TASK DIRECTIONS: A verbatim copy of the listing is the expected output.
***** SOURCE DATA *****
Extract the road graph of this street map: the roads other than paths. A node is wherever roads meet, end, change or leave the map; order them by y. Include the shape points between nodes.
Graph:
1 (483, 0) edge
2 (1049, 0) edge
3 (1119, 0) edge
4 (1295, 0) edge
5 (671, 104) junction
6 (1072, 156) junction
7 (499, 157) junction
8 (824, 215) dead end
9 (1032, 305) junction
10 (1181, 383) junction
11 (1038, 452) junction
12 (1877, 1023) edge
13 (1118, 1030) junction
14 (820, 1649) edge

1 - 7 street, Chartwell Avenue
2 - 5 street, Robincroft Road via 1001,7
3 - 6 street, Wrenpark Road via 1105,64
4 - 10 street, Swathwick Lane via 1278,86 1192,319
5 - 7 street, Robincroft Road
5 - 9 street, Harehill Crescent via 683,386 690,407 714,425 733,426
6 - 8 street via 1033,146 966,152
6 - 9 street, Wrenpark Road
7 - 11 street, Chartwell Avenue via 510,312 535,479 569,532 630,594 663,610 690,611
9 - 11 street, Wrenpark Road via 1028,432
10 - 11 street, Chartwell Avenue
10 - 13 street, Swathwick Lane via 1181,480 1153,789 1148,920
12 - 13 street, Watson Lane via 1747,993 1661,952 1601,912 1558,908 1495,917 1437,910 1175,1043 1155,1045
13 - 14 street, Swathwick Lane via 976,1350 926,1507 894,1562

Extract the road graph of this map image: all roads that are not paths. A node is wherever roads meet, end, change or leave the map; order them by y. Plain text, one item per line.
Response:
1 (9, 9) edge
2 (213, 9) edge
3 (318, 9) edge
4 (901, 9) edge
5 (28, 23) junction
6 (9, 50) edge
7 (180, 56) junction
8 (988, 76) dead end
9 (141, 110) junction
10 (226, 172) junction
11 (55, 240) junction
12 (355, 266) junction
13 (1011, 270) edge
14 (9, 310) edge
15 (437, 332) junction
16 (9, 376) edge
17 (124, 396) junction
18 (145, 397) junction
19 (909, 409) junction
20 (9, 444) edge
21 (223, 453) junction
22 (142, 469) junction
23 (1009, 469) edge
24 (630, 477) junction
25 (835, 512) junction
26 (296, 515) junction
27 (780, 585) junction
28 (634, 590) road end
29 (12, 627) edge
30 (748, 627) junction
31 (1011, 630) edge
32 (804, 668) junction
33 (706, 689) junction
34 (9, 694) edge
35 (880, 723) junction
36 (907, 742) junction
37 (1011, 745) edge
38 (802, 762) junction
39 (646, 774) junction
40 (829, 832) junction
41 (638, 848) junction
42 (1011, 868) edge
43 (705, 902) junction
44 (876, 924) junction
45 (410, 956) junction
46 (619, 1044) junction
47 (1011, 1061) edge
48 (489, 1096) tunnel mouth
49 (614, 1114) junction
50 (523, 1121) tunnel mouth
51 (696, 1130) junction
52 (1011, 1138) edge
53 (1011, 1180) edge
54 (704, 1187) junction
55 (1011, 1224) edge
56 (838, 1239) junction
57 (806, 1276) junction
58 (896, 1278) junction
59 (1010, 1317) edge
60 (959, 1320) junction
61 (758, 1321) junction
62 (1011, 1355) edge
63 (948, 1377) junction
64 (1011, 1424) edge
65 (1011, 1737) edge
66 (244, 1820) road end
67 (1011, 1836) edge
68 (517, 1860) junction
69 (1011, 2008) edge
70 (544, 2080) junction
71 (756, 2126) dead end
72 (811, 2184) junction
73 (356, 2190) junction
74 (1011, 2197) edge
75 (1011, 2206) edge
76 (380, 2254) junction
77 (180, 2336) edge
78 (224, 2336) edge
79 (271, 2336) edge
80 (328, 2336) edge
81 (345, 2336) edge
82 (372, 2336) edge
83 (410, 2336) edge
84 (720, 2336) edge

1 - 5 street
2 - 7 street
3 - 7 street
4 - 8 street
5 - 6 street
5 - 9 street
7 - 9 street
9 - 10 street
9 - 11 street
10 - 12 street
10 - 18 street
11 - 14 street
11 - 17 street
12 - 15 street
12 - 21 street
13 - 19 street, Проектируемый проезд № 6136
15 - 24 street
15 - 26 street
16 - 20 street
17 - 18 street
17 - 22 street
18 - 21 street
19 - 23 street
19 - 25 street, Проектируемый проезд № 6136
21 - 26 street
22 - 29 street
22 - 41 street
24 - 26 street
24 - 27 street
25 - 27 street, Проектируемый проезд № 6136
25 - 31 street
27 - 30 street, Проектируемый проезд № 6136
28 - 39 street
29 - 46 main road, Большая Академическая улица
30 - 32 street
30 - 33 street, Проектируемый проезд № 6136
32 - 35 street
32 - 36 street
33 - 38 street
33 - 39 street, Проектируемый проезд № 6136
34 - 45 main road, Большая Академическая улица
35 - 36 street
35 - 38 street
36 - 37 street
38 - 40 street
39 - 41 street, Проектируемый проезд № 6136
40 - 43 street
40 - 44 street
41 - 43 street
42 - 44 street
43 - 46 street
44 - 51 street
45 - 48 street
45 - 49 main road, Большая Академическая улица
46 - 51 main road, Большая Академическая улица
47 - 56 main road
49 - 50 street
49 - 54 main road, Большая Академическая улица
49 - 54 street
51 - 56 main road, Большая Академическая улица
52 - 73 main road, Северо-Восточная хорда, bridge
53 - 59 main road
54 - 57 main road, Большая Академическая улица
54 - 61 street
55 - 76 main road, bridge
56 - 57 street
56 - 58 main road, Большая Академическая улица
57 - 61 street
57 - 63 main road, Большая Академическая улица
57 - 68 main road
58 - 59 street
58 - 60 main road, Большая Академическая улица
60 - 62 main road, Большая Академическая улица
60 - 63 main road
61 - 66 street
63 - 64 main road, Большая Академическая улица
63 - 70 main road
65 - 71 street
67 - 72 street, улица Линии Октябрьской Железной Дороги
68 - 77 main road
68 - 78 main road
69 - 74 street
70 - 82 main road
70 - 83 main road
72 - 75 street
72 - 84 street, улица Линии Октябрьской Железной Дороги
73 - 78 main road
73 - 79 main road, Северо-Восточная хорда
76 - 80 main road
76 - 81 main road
*****
EXERCISE RESPONSE:
Extract the road graph of this street map: the roads other than paths. A node is wherever roads meet, end, change or leave the map; order them by y. Include the shape points between nodes.
Graph:
1 (483, 0) edge
2 (1049, 0) edge
3 (1119, 0) edge
4 (1295, 0) edge
5 (671, 104) junction
6 (1072, 156) junction
7 (499, 157) junction
8 (824, 215) dead end
9 (1032, 305) junction
10 (1181, 383) junction
11 (1038, 452) junction
12 (1877, 1023) edge
13 (1118, 1030) junction
14 (820, 1649) edge

1 - 7 street, Chartwell Avenue
2 - 5 street, Robincroft Road via 1001,7
3 - 6 street, Wrenpark Road via 1105,64
4 - 10 street, Swathwick Lane via 1278,86 1192,319
5 - 7 street, Robincroft Road
5 - 9 street, Harehill Crescent via 683,386 690,407 714,425 733,426
6 - 8 street via 1033,146 966,152
6 - 9 street, Wrenpark Road
7 - 11 street, Chartwell Avenue via 510,312 535,479 569,532 630,594 663,610 690,611
9 - 11 street, Wrenpark Road via 1028,432
10 - 11 street, Chartwell Avenue
10 - 13 street, Swathwick Lane via 1181,480 1153,789 1148,920
12 - 13 street, Watson Lane via 1747,993 1661,952 1601,912 1558,908 1495,917 1437,910 1175,1043 1155,1045
13 - 14 street, Swathwick Lane via 976,1350 926,1507 894,1562

Extract the road graph of this map image: all roads that are not paths. A node is wherever roads meet, end, change or leave the map; order them by y. Plain text, one item per line.
Response:
1 (9, 9) edge
2 (213, 9) edge
3 (318, 9) edge
4 (901, 9) edge
5 (28, 23) junction
6 (9, 50) edge
7 (180, 56) junction
8 (988, 76) dead end
9 (141, 110) junction
10 (226, 172) junction
11 (55, 240) junction
12 (355, 266) junction
13 (1011, 270) edge
14 (9, 310) edge
15 (437, 332) junction
16 (9, 376) edge
17 (124, 396) junction
18 (145, 397) junction
19 (909, 409) junction
20 (9, 444) edge
21 (223, 453) junction
22 (142, 469) junction
23 (1009, 469) edge
24 (630, 477) junction
25 (835, 512) junction
26 (296, 515) junction
27 (780, 585) junction
28 (634, 590) road end
29 (12, 627) edge
30 (748, 627) junction
31 (1011, 630) edge
32 (804, 668) junction
33 (706, 689) junction
34 (9, 694) edge
35 (880, 723) junction
36 (907, 742) junction
37 (1011, 745) edge
38 (802, 762) junction
39 (646, 774) junction
40 (829, 832) junction
41 (638, 848) junction
42 (1011, 868) edge
43 (705, 902) junction
44 (876, 924) junction
45 (410, 956) junction
46 (619, 1044) junction
47 (1011, 1061) edge
48 (489, 1096) tunnel mouth
49 (614, 1114) junction
50 (523, 1121) tunnel mouth
51 (696, 1130) junction
52 (1011, 1138) edge
53 (1011, 1180) edge
54 (704, 1187) junction
55 (1011, 1224) edge
56 (838, 1239) junction
57 (806, 1276) junction
58 (896, 1278) junction
59 (1010, 1317) edge
60 (959, 1320) junction
61 (758, 1321) junction
62 (1011, 1355) edge
63 (948, 1377) junction
64 (1011, 1424) edge
65 (1011, 1737) edge
66 (244, 1820) road end
67 (1011, 1836) edge
68 (517, 1860) junction
69 (1011, 2008) edge
70 (544, 2080) junction
71 (756, 2126) dead end
72 (811, 2184) junction
73 (356, 2190) junction
74 (1011, 2197) edge
75 (1011, 2206) edge
76 (380, 2254) junction
77 (180, 2336) edge
78 (224, 2336) edge
79 (271, 2336) edge
80 (328, 2336) edge
81 (345, 2336) edge
82 (372, 2336) edge
83 (410, 2336) edge
84 (720, 2336) edge

1 - 5 street
2 - 7 street
3 - 7 street
4 - 8 street
5 - 6 street
5 - 9 street
7 - 9 street
9 - 10 street
9 - 11 street
10 - 12 street
10 - 18 street
11 - 14 street
11 - 17 street
12 - 15 street
12 - 21 street
13 - 19 street, Проектируемый проезд № 6136
15 - 24 street
15 - 26 street
16 - 20 street
17 - 18 street
17 - 22 street
18 - 21 street
19 - 23 street
19 - 25 street, Проектируемый проезд № 6136
21 - 26 street
22 - 29 street
22 - 41 street
24 - 26 street
24 - 27 street
25 - 27 street, Проектируемый проезд № 6136
25 - 31 street
27 - 30 street, Проектируемый проезд № 6136
28 - 39 street
29 - 46 main road, Большая Академическая улица
30 - 32 street
30 - 33 street, Проектируемый проезд № 6136
32 - 35 street
32 - 36 street
33 - 38 street
33 - 39 street, Проектируемый проезд № 6136
34 - 45 main road, Большая Академическая улица
35 - 36 street
35 - 38 street
36 - 37 street
38 - 40 street
39 - 41 street, Проектируемый проезд № 6136
40 - 43 street
40 - 44 street
41 - 43 street
42 - 44 street
43 - 46 street
44 - 51 street
45 - 48 street
45 - 49 main road, Большая Академическая улица
46 - 51 main road, Большая Академическая улица
47 - 56 main road
49 - 50 street
49 - 54 main road, Большая Академическая улица
49 - 54 street
51 - 56 main road, Большая Академическая улица
52 - 73 main road, Северо-Восточная хорда, bridge
53 - 59 main road
54 - 57 main road, Большая Академическая улица
54 - 61 street
55 - 76 main road, bridge
56 - 57 street
56 - 58 main road, Большая Академическая улица
57 - 61 street
57 - 63 main road, Большая Академическая улица
57 - 68 main road
58 - 59 street
58 - 60 main road, Большая Академическая улица
60 - 62 main road, Большая Академическая улица
60 - 63 main road
61 - 66 street
63 - 64 main road, Большая Академическая улица
63 - 70 main road
65 - 71 street
67 - 72 street, улица Линии Октябрьской Железной Дороги
68 - 77 main road
68 - 78 main road
69 - 74 street
70 - 82 main road
70 - 83 main road
72 - 75 street
72 - 84 street, улица Линии Октябрьской Железной Дороги
73 - 78 main road
73 - 79 main road, Северо-Восточная хорда
76 - 80 main road
76 - 81 main road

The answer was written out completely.